Because each combination of (a) a version of the grammar and (b) a set of versions of the ontologies will be capable of representing the molecular structures (atoms and bonds) of polymers, it will be possible to compare molecules described with different versions of the grammar, different versions of the ontologies, and different ontologies at the molecular level.

Below are our plans for faciliating such comparisons:

  • Separate the alphabets of residues and ontology of crosslinks into their own Git repositories so their revisions can be separately tracked from that of the BpForms software.
  • Create a repository for user ontologies. This could be implemented as a Git repository.
  • Expand the grammar and data structures to capture the ontologies (including user ontologies) used to describe each molecule.
  • Expand the grammar and data structures to capture the versions of the grammar and the versions of the ontologies used to describe each molecule.
  • Implement a method for comparing molecules describe with different versions of the grammar, different ontologies, or different versions of the ontologies. This method will use the Git repositories to resolve the specific versions of the grammar and ontologies.

Migrating descriptions of molecules between different ontologies and versions

To make it easier for researchers to work with revisions to the grammar and ontologies, it will also be useful to develop a utility for migrating descriptions of molecules between different versions of the grammar and/or different ontologies and versions of the ontologies. Below are our plans for facilitating such migrations.

  • Implement data structures for capturing changes to the grammar and ontologies.
  • Use these data structures to implement a method for migrating descriptions of molecules between successive versions of the grammar or ontologies.
  • Implement a second method for migrating descriptions of molecules between arbitrary versions of the grammar and ontologies by chaining together multiple executions of the first method.

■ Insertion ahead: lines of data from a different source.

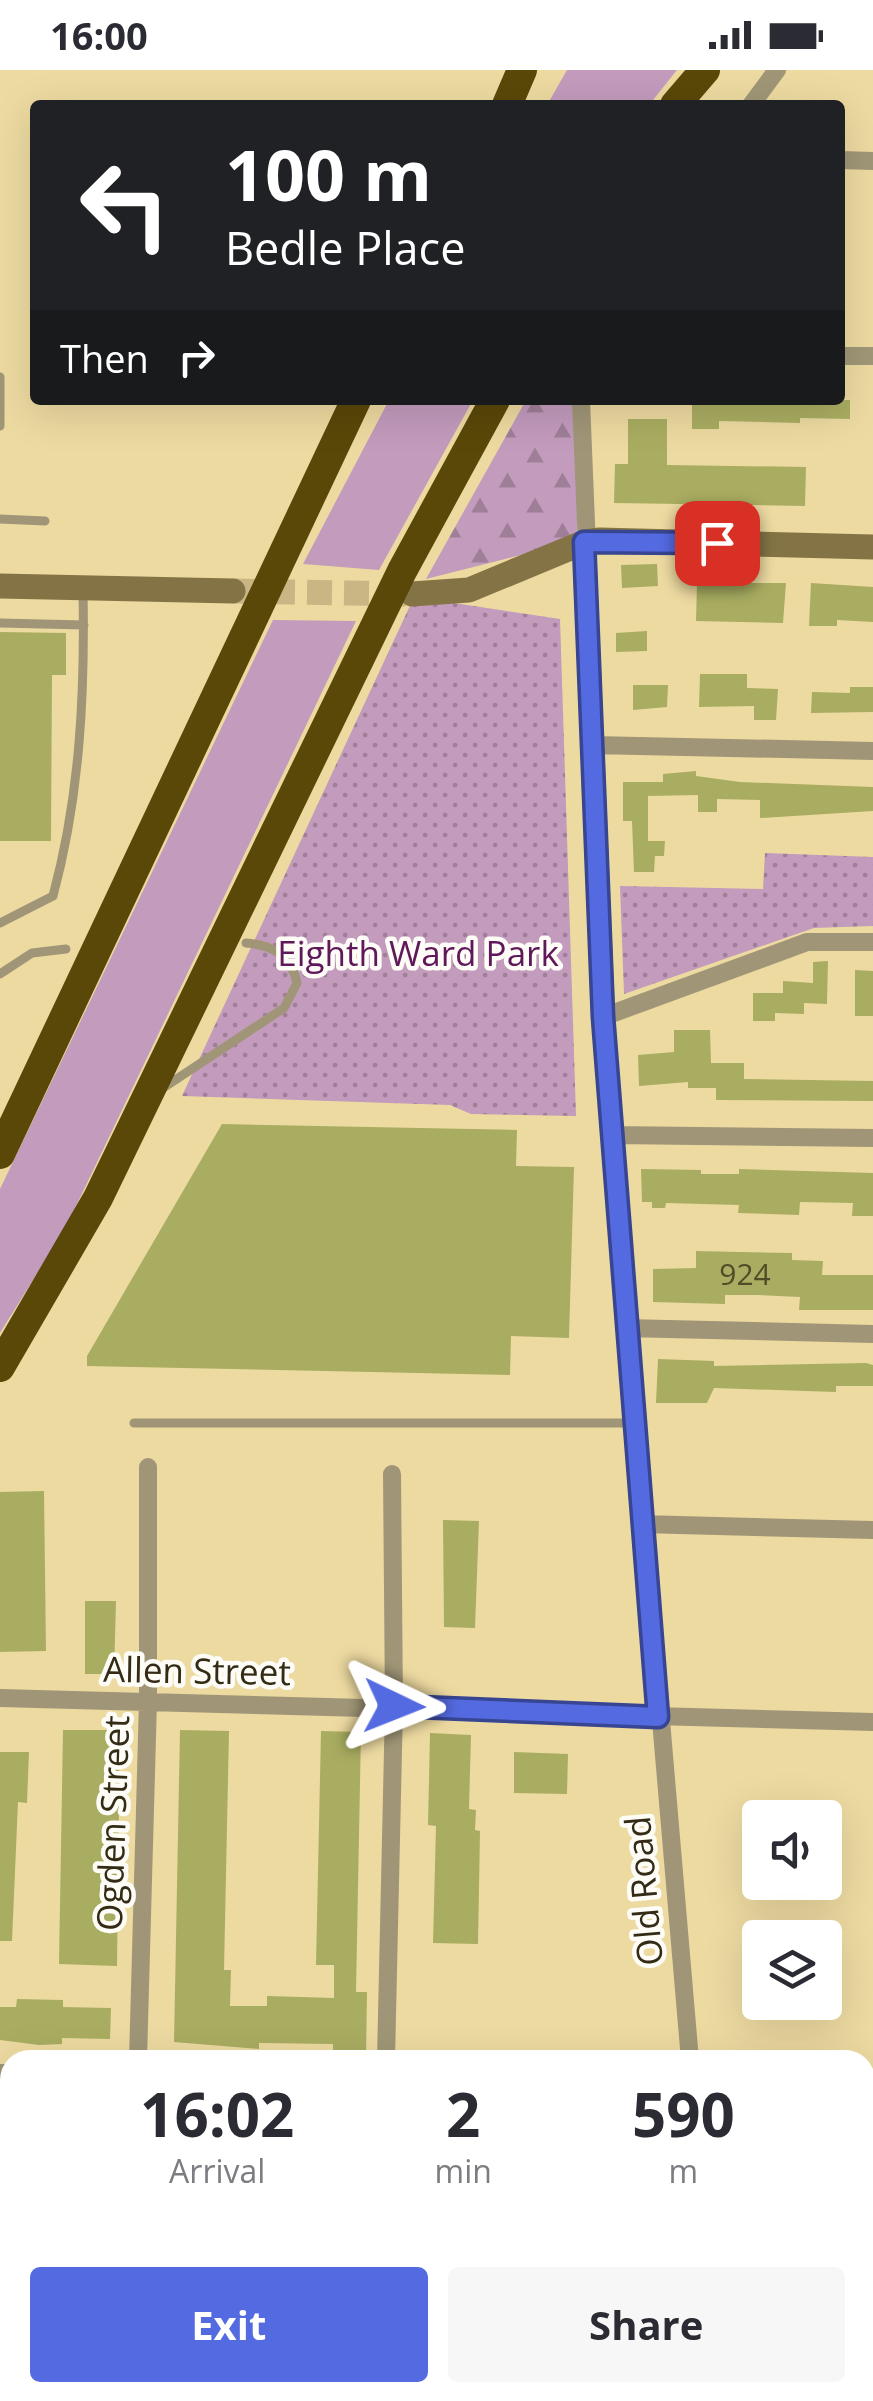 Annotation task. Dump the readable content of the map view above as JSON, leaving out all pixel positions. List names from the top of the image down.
{
  "streets": {
    "street": ["Allen Street", "Ogden Street", "Old Road"]
  },
  "crossings": [
    ["Allen Street", "Ogden Street"],
    ["Allen Street", "Old Road"]
  ],
  "parks": ["Eighth Ward Park"],
  "house_numbers": ["924"],
  "page": {
    "status": "16:00",
    "turn": ["100 m", "Bedle Place"],
    "then": "Then",
    "eta": [
      "16:02",
      "Arrival",
      "2",
      "min",
      "590",
      "m"
    ],
    "buttons": ["Exit", "Share"]
  }
}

Interoperating between ontologies and with other formats

Interoperating between user alphabets of residues

The goal of BpForms is to faciliate precise communication about polymers. From a technical perspective, the easiest way to achieve this would be to require all users to use the same alphabets, require each character in each alphabet to represent a unique molecular structure, and not allow users to define residues inline or to define their own alphabets. With only one set of alphabets, it would be easy to compare descriptions of molecules and generate high-level descriptions of any differences. However, we believe that BpForms should enable users to define their own residues and even entire alphabets because (a) even the simplest process for contributing residues to the public alphabets could be a barrier for some users, and we prefer users to use BpForms rather than not describe polymers precisely at all and (b) some fields may prefer to manage their own alphabets (without a large number of users yet, we think it may be difficult to influence every field – structural biology, transcriptomics, proteomics, systems biology, synthetic biology – to converage on one set of alphabets).

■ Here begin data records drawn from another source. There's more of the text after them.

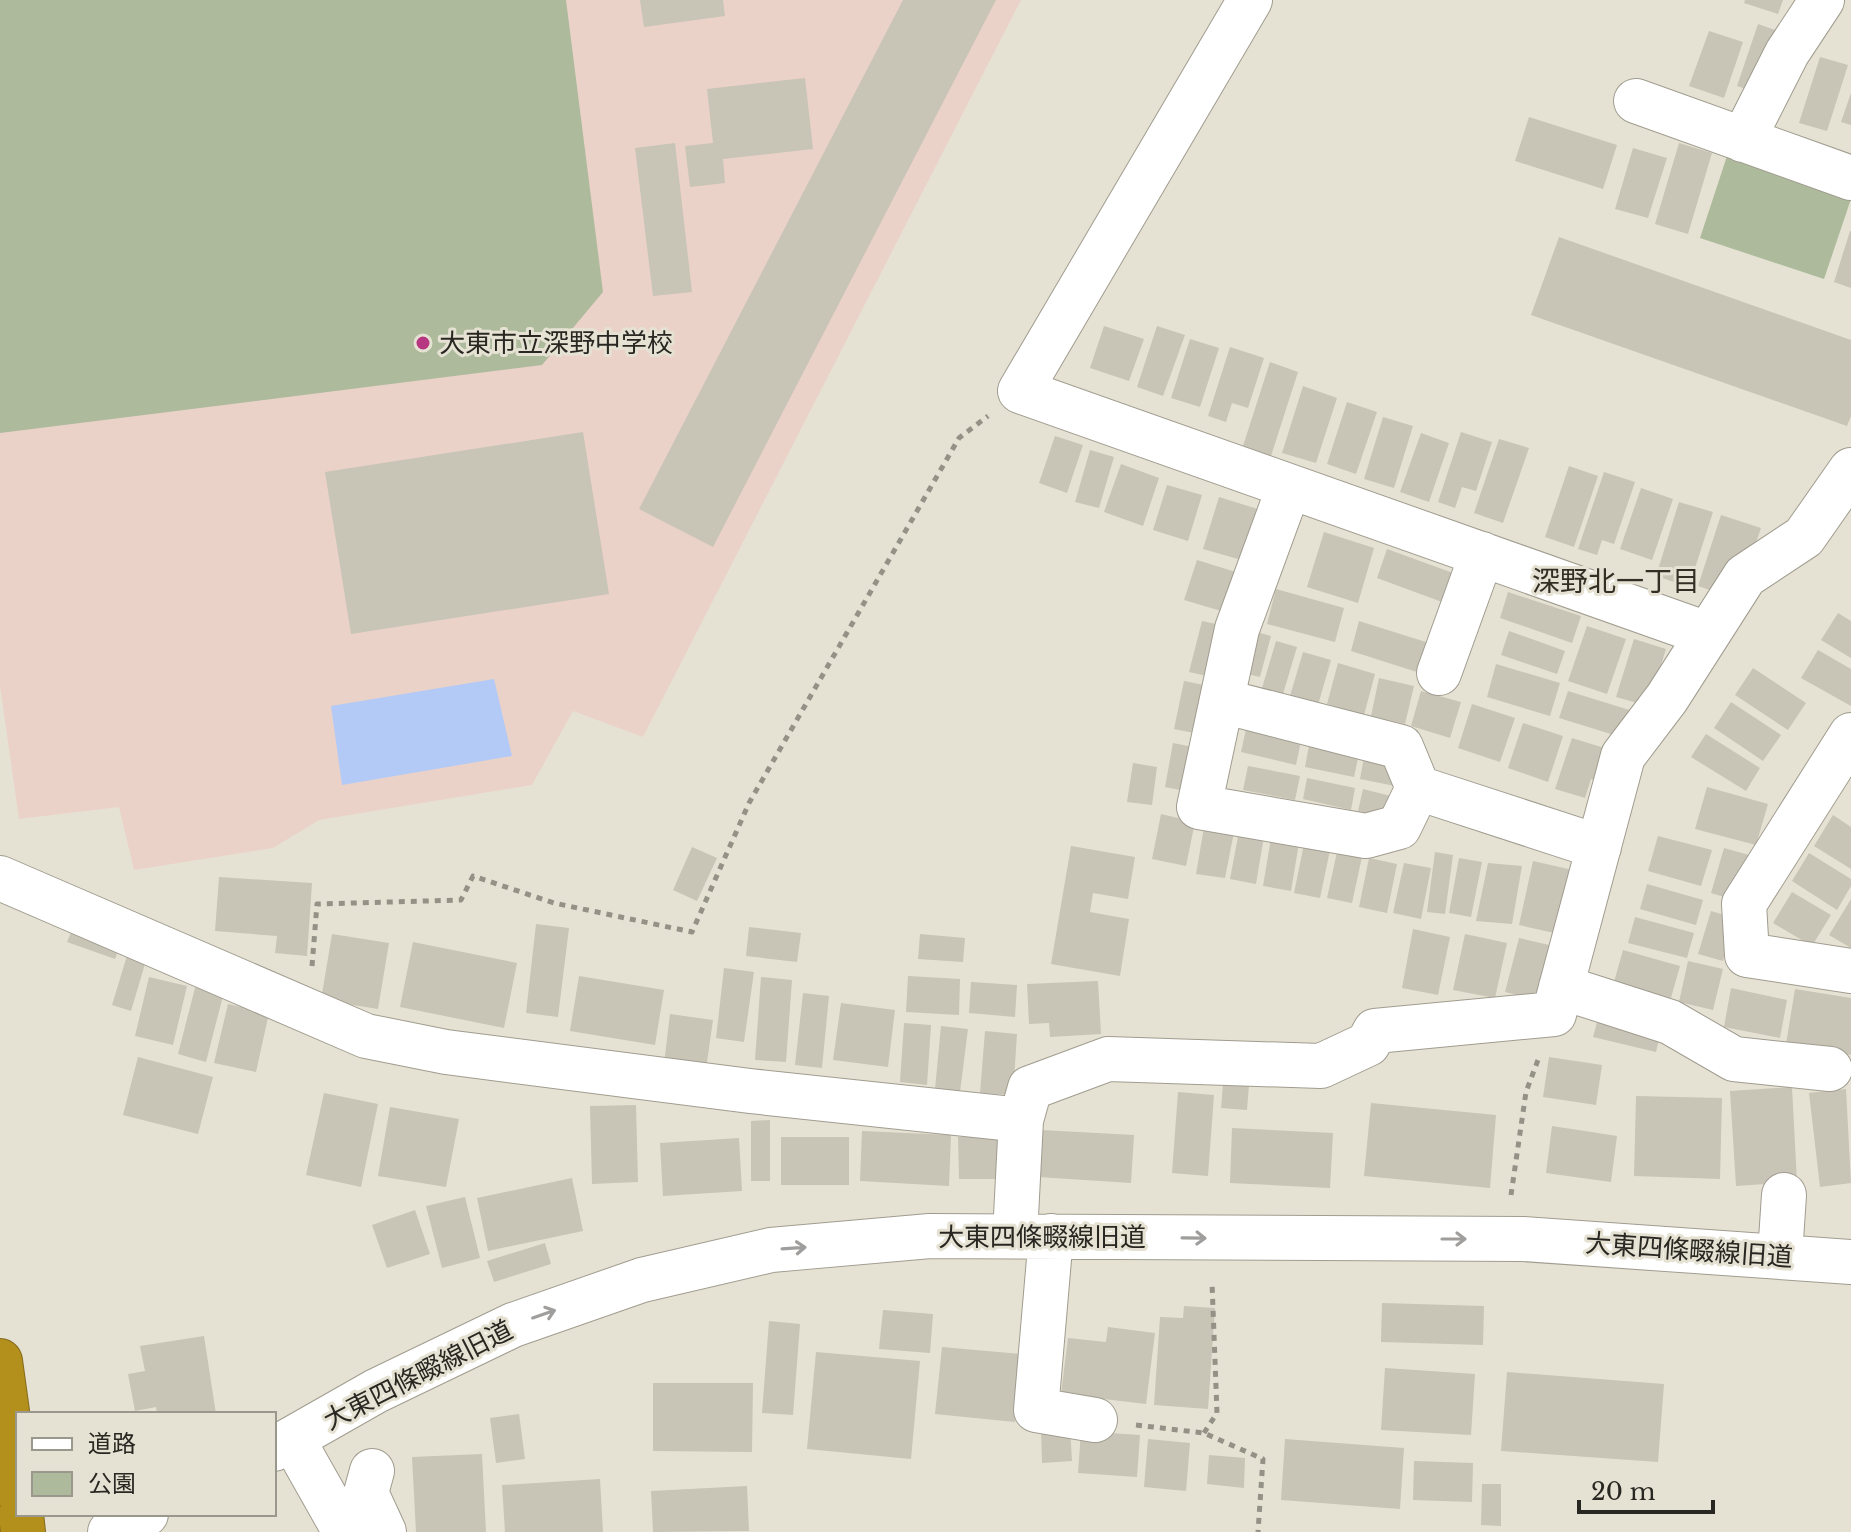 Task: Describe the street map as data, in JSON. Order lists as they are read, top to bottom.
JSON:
{
  "streets": {
    "street": ["大東四條畷線旧道"]
  },
  "districts": ["深野北一丁目"],
  "places": ["大東市立深野中学校"],
  "legend": ["道路", "公園"],
  "scale_bar": "20 m"
}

Consequently, there will likely be a need to interoperate between alphabets. Because BpForms describes concrete molecular structures (i.e. atoms and bonds), BpForms can compare molecules described with different alphabets and convert descriptions of molecules between alphabets using the molecular meanings of the descriptions of molecules. Below are our plans for facilitating such interoperability:

  • Expand the grammar and data structures to capture the alphabet (including user alphabets) used to describe each molecule.
  • Implement a method for comparing molecules described with different alphabets by generating the molecular structures for the molecules and comparing these structures.
  • Implement a method for migrating descriptions of molecules between alphabets by (i) using the molecular structures of the residues in the alphabets to build a mapping from the residues of the source alphabet to the residues of the target alphabet, (ii) using this mapping to migrate all mapped residues, and (iii) replacing all unmapped residues with user-defined residues.

Interoperating with other formats

Similarly, BpForms can interoperate (e.g., compare, calculate differences) with any other molecularly-precise format, such as the InChI, SMILES, and BigSMILES, through converting each format to a common molecular representation.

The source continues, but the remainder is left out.